The Rietberg Museum in Zurich, which dates to the early Nineteen Fifties, owes its origins to a group largely amassed within the Twenties and 30s by German-Swiss banker Eduard von der Heydt, who regarded his objects as artwork relatively than anthropological specimens or colonial souvenirs. Nonetheless, amongst his holdings have been items originating within the Kingdom of Benin, now in present-day Nigeria, whose outstanding sculptural heritage was looted after which dispersed after its capital, Benin Metropolis, was raided by British forces in 1897.
Now, the Museum Rietberg will be part of its fellow European establishments—amongst them Berlin’s Ethnologisches Museum and Holland’s Wereldmuseum Leiden—in restoring possession of a number of of those works to Nigeria. In the present day, town of Zurich, which owns the Rietberg, is asserting that 11 objects in its everlasting assortment are being transferred to the Republic of Nigeria, represented by the Nationwide Fee for Museums and Monuments.
Two of the objects are of specific significance, says Rietberg director Annette Bhagwati.
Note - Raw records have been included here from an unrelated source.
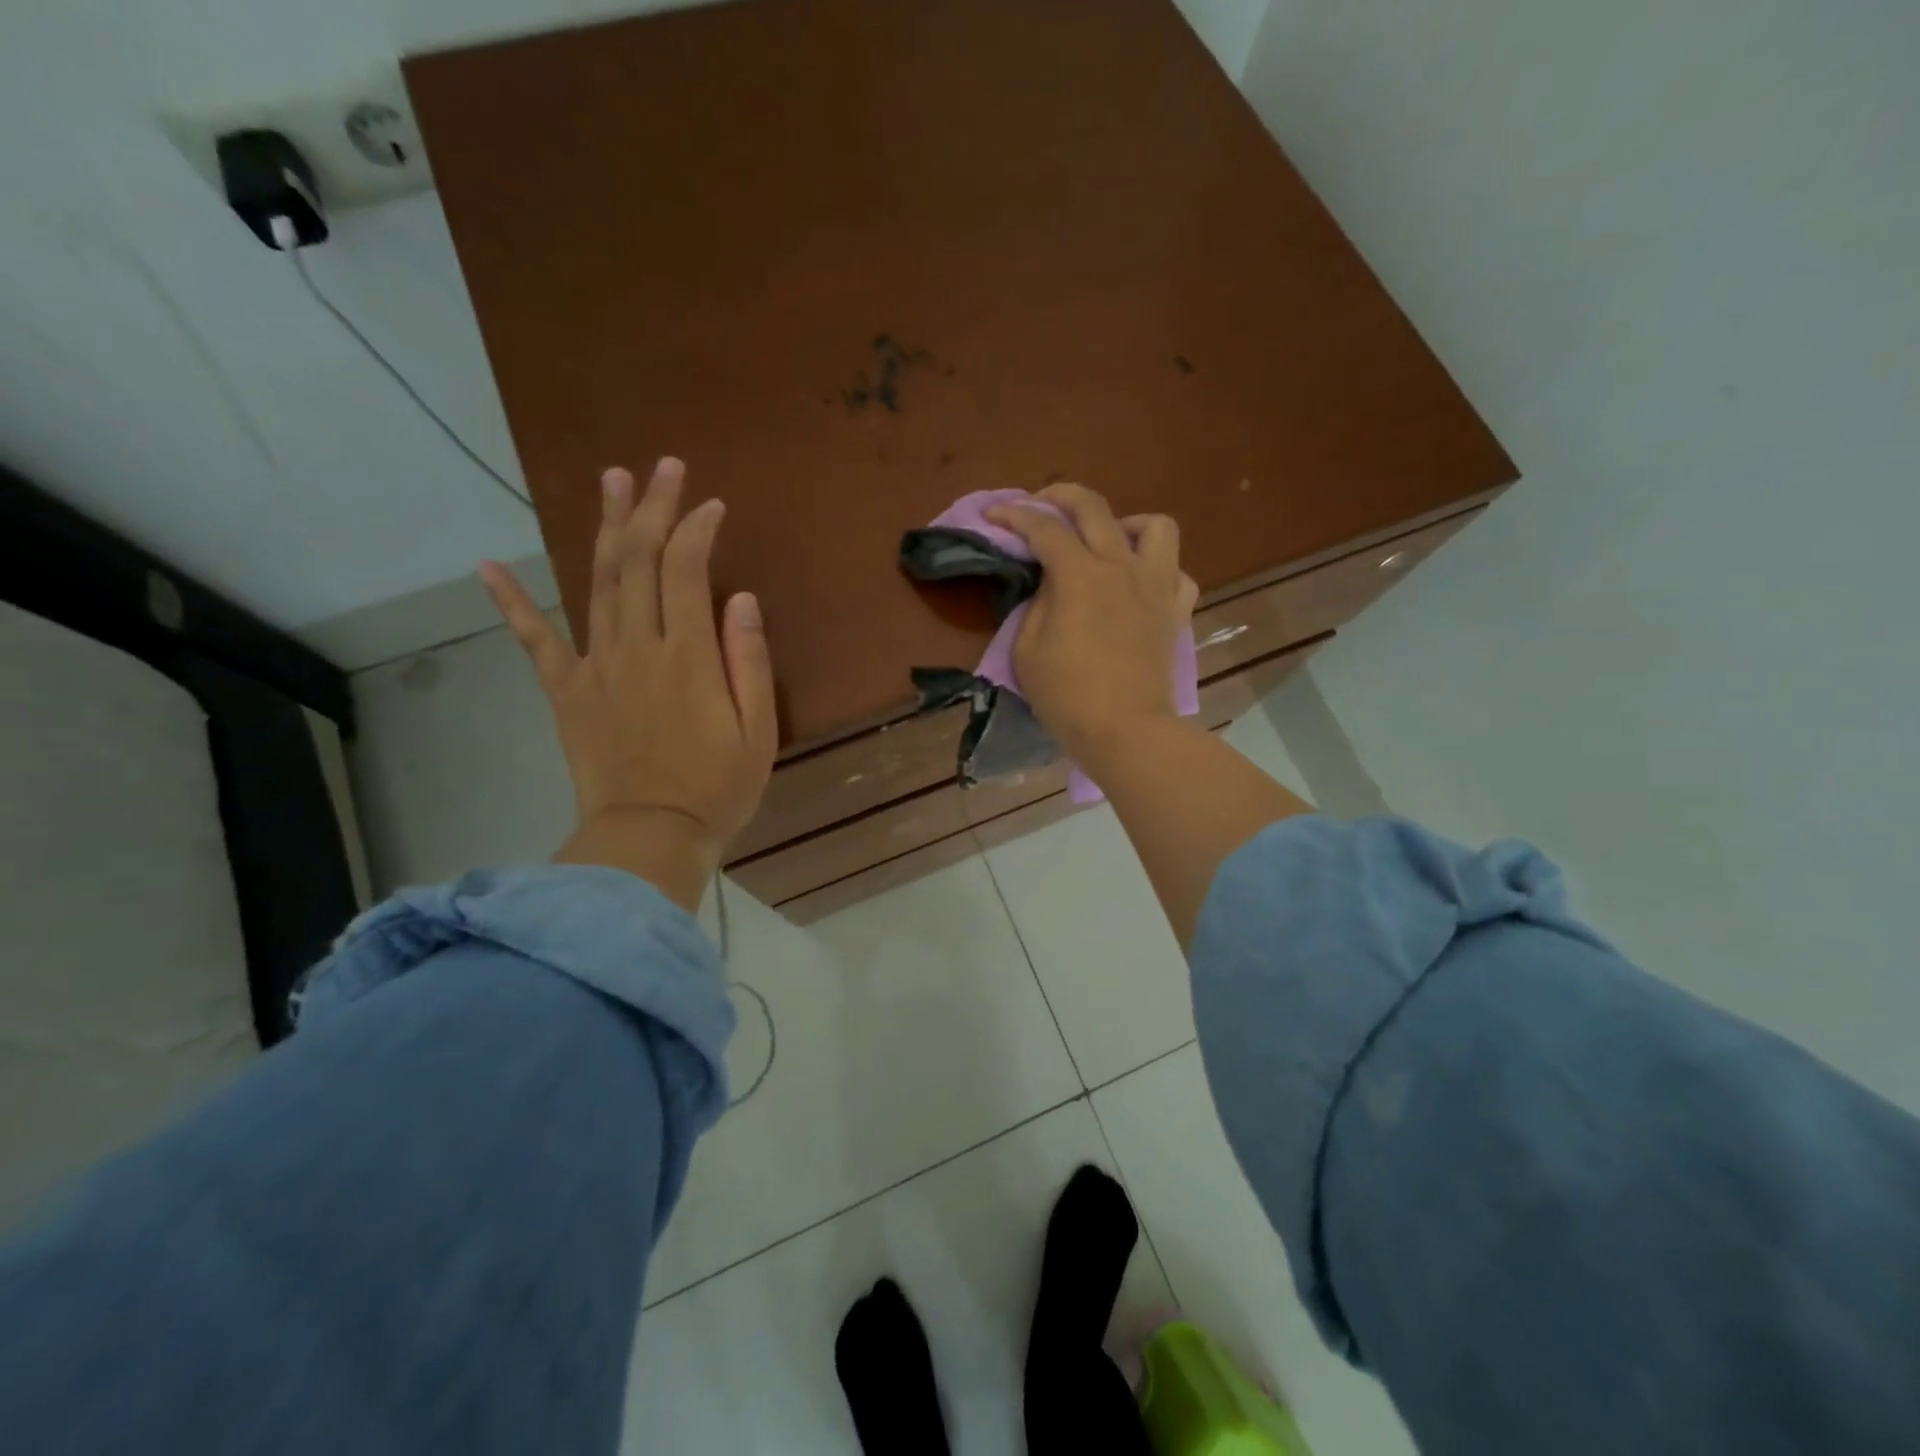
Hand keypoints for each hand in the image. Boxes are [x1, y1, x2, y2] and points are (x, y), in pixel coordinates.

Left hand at [479, 457, 776, 911]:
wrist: (649, 837)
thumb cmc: (717, 788)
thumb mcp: (758, 731)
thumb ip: (748, 662)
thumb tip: (742, 599)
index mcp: (689, 656)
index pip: (689, 571)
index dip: (698, 530)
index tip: (712, 506)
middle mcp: (638, 647)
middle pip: (640, 561)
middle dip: (653, 508)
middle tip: (664, 468)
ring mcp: (596, 666)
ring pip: (598, 582)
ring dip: (606, 527)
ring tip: (612, 481)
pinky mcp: (567, 692)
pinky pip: (536, 641)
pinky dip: (512, 603)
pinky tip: (488, 567)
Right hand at [985, 483, 1196, 773]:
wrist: (1126, 731)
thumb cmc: (1067, 696)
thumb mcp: (1028, 651)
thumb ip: (1037, 605)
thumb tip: (1051, 585)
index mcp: (1080, 575)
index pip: (1044, 529)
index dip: (1014, 516)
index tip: (994, 516)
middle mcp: (1122, 567)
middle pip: (1095, 507)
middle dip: (1061, 495)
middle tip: (1040, 505)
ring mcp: (1156, 586)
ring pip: (1155, 526)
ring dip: (1126, 523)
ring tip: (1108, 541)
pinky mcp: (1176, 611)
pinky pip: (1177, 573)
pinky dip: (1158, 569)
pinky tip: (1139, 584)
A commemorative bronze head, from round 1850, is a illustration of the ancestor of a chief and would have been positioned within the king’s ancestral shrine. Looted in 1897, it later handed into van der Heydt’s assortment someday earlier than 1927. An 18th-century ivory tusk, additionally positioned on an ancestral shrine within the Royal Palace in Benin Metropolis, was mounted on a bronze memorial head and advised the story of an Oba, or chief, from the seventeenth or 18th century. Its wayward path from Benin Metropolis to Zurich took it by numerous British collectors and a Sotheby’s London sale in 1962, earlier than lastly reaching the Rietberg, by way of a Zurich seller, in 1993. These two works, that are “ritual objects of nice significance”, says Bhagwati, will likely be despatched again to Nigeria, doubtless this summer season. However the different 9 objects, despite their modified possession, are staying put.
“The Nigerian facet was very thinking about the concept the historical past and the artistry of Benin would nonetheless be advised in Switzerland,” Bhagwati tells The Artwork Newspaper.
One other object looted in 1897, whose possession will change however whose location will keep the identical, is a pendant bronze masks courting way back to the seventeenth century. Additionally present in Benin Metropolis’s sacked Royal Palace, it didn’t arrive on the Rietberg till 2011. After an public sale in 1902, it was offered to German and American collectors, earlier than returning to Europe after a Dutch seller acquired it in 2009. Now it is going to keep on in Zurich as a everlasting mortgage.
The switch of those objects is an outgrowth of the Benin Initiative Switzerland (BIS), launched in 2021 underneath the management of the Museum Rietberg. The BIS sought to establish the connection of dozens of Benin objects in Swiss museums to the looting of 1897. The initiative concluded that 55 objects have been most likely related indirectly to the occasions of 1897.